------ Exercise data

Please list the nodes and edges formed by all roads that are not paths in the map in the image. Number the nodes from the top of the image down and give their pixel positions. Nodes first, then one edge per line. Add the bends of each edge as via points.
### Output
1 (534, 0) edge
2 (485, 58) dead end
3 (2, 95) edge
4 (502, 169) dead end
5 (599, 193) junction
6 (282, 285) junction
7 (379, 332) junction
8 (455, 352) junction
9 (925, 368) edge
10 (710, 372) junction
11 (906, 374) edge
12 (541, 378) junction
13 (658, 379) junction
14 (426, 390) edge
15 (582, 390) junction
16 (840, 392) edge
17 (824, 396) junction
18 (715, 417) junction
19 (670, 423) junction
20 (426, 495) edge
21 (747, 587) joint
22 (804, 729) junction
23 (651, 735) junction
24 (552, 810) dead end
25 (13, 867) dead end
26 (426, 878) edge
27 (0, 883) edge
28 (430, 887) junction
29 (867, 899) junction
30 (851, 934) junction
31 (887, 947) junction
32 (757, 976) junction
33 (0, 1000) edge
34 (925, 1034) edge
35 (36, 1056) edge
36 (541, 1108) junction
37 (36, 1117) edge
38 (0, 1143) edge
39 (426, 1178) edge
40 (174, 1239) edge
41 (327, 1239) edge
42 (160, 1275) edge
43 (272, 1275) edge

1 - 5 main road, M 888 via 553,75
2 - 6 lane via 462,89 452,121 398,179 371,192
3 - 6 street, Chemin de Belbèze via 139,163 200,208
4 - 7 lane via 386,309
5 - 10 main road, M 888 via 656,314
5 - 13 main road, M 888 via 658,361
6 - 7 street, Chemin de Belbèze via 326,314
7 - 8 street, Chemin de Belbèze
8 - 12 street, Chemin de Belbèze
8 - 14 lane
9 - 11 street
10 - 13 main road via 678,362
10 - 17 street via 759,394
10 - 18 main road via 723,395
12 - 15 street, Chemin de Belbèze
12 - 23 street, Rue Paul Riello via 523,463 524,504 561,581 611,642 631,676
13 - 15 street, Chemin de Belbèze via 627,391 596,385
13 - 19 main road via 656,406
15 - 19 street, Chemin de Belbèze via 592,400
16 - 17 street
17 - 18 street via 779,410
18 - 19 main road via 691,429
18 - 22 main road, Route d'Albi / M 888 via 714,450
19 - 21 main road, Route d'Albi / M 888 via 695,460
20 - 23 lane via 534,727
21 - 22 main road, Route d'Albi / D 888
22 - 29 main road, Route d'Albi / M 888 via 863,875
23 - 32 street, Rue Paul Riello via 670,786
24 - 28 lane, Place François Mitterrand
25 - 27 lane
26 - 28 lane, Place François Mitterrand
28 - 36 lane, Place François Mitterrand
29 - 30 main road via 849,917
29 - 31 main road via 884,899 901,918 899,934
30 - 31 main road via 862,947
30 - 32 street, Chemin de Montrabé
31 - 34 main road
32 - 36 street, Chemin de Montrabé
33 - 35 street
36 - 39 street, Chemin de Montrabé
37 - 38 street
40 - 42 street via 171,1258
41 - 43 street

------------

_Assignment:_ Every line containing the string "Chemin" is required; copy each such line from the data.

_Written answer:_
3 - 6 street, Chemin de Belbèze via 139,163 200,208
6 - 7 street, Chemin de Belbèze via 326,314
7 - 8 street, Chemin de Belbèze
8 - 12 street, Chemin de Belbèze
12 - 15 street, Chemin de Belbèze
13 - 15 street, Chemin de Belbèze via 627,391 596,385
15 - 19 street, Chemin de Belbèze via 592,400
30 - 32 street, Chemin de Montrabé
32 - 36 street, Chemin de Montrabé
36 - 39 street, Chemin de Montrabé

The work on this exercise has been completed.